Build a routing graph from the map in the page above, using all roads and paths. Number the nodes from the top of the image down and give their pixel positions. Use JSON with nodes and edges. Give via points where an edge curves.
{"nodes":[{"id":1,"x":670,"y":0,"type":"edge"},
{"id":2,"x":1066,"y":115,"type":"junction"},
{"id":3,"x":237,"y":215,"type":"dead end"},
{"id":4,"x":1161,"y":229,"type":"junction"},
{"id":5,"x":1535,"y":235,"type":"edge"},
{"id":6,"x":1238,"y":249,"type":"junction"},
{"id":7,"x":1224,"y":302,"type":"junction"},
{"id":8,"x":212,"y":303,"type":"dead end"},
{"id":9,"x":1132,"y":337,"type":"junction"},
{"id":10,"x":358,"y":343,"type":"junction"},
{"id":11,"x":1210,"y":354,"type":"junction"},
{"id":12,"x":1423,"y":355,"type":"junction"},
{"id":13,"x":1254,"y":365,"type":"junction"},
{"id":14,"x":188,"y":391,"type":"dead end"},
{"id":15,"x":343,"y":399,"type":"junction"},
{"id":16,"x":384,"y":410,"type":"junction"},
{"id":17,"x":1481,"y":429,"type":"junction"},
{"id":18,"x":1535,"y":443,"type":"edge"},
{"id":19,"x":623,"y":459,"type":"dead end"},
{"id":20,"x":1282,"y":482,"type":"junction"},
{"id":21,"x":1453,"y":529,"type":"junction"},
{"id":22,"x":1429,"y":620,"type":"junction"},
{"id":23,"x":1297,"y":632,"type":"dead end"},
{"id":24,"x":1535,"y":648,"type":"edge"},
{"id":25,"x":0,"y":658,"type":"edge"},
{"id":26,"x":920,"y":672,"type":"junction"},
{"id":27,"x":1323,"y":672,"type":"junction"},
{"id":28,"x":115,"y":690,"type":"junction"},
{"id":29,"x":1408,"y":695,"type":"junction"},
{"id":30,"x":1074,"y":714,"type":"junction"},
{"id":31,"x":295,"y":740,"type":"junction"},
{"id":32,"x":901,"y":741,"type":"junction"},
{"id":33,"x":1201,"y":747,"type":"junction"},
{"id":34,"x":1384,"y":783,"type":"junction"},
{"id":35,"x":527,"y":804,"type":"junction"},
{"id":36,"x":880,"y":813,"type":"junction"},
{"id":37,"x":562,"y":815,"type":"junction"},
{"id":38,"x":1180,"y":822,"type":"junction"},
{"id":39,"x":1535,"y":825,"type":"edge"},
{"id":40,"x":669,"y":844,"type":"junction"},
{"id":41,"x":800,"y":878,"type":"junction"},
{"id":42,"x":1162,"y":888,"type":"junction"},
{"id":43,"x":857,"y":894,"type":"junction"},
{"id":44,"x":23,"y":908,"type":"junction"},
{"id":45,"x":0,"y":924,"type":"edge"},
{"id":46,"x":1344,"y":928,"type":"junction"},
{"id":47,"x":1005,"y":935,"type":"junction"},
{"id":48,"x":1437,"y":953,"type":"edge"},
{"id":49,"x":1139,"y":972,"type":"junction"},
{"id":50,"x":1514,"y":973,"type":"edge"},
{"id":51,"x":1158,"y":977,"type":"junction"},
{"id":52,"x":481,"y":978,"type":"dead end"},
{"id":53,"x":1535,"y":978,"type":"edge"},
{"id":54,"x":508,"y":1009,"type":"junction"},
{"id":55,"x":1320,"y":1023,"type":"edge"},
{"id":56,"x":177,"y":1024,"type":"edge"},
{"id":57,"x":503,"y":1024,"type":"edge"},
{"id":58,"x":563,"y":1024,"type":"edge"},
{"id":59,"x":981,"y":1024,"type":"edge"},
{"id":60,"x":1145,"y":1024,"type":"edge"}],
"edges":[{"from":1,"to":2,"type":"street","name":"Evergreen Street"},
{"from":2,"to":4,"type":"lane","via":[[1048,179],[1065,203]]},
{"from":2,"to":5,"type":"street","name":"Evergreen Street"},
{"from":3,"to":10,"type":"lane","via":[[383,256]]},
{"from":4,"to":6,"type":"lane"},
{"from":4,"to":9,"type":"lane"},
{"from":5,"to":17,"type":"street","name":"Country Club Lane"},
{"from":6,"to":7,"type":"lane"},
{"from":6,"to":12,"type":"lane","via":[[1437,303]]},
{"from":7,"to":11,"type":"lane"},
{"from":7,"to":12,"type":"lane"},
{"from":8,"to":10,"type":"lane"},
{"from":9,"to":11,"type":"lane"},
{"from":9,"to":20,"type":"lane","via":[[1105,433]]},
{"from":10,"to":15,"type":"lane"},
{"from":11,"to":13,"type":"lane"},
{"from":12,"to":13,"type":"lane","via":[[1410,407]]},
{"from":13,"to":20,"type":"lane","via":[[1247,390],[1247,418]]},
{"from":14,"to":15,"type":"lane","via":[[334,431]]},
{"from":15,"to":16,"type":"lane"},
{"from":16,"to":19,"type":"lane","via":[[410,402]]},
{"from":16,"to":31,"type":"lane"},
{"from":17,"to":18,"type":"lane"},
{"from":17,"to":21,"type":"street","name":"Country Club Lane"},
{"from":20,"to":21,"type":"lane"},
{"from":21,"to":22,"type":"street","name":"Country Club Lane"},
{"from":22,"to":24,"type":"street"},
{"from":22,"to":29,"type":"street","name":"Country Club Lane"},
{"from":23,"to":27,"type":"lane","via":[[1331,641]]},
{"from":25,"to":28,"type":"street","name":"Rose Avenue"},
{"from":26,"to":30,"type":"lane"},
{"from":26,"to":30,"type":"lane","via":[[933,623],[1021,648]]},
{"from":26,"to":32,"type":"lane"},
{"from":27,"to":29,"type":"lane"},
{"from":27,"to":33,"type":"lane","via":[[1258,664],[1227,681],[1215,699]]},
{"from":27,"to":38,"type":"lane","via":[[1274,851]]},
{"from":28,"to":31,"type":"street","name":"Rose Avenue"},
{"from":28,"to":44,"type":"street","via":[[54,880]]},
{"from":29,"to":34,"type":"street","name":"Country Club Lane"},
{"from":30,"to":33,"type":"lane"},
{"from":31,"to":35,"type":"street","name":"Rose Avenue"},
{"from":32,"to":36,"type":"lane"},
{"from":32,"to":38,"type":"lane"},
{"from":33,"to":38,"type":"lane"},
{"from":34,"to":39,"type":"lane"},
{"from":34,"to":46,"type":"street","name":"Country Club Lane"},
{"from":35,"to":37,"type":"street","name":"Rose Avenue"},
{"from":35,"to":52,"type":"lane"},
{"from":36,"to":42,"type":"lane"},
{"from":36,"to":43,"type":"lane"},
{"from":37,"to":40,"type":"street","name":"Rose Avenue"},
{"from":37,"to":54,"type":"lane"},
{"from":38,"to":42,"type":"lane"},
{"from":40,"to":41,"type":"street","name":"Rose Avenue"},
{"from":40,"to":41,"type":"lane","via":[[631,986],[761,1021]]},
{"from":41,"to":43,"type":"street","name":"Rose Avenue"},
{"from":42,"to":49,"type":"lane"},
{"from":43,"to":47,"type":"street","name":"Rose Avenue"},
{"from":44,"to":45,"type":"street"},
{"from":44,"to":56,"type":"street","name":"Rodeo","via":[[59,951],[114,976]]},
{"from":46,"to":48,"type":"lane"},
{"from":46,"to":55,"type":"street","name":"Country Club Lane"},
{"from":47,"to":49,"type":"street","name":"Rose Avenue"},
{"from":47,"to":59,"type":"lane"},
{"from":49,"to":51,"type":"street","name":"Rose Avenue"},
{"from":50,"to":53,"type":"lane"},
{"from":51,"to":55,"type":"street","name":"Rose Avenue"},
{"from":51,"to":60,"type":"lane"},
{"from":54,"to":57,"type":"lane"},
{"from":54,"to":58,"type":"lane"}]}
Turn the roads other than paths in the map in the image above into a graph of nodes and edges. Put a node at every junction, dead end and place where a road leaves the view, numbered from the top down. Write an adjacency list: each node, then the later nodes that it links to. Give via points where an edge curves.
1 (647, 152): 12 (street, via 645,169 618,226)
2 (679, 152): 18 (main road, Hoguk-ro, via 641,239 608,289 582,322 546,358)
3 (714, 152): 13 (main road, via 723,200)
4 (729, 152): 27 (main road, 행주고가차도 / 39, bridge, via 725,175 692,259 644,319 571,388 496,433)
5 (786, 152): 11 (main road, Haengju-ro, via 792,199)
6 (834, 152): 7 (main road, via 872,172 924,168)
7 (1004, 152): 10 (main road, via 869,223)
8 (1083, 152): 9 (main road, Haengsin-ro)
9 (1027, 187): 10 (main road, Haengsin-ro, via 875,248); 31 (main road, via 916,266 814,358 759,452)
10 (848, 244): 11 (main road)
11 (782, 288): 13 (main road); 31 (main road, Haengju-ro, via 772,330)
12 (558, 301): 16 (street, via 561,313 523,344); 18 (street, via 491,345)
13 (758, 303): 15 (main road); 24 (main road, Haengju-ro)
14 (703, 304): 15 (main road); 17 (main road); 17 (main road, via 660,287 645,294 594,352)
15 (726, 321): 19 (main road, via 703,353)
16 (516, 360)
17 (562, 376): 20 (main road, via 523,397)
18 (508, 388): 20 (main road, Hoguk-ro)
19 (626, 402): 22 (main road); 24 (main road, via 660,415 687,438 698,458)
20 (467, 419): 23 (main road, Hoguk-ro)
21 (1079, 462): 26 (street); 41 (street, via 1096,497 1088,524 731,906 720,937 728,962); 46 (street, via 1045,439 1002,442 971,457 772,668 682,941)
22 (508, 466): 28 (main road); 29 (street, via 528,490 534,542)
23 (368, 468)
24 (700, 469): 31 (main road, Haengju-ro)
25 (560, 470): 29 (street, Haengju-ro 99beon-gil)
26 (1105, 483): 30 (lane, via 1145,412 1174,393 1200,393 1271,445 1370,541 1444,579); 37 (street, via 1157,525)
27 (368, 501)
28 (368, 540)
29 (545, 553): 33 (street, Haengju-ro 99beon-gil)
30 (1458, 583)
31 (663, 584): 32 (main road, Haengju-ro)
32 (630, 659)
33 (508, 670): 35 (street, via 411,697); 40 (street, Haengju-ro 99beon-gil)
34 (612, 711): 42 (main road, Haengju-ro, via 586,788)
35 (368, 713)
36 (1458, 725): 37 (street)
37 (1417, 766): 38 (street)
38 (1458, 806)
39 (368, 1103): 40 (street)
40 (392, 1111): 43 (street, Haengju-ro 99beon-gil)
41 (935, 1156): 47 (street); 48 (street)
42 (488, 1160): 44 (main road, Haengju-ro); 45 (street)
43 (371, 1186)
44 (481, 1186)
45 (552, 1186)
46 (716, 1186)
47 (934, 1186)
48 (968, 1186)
= = = =
__WHAT THE EXERCISE ASKS__:
Show, from the entries above, every line that includes the string "Evergreen".

__OUTPUT BELOW__:
"edges":[{"from":1,"to":2,"type":"street","name":"Evergreen Street"},
{"from":2,"to":5,"type":"street","name":"Evergreen Street"},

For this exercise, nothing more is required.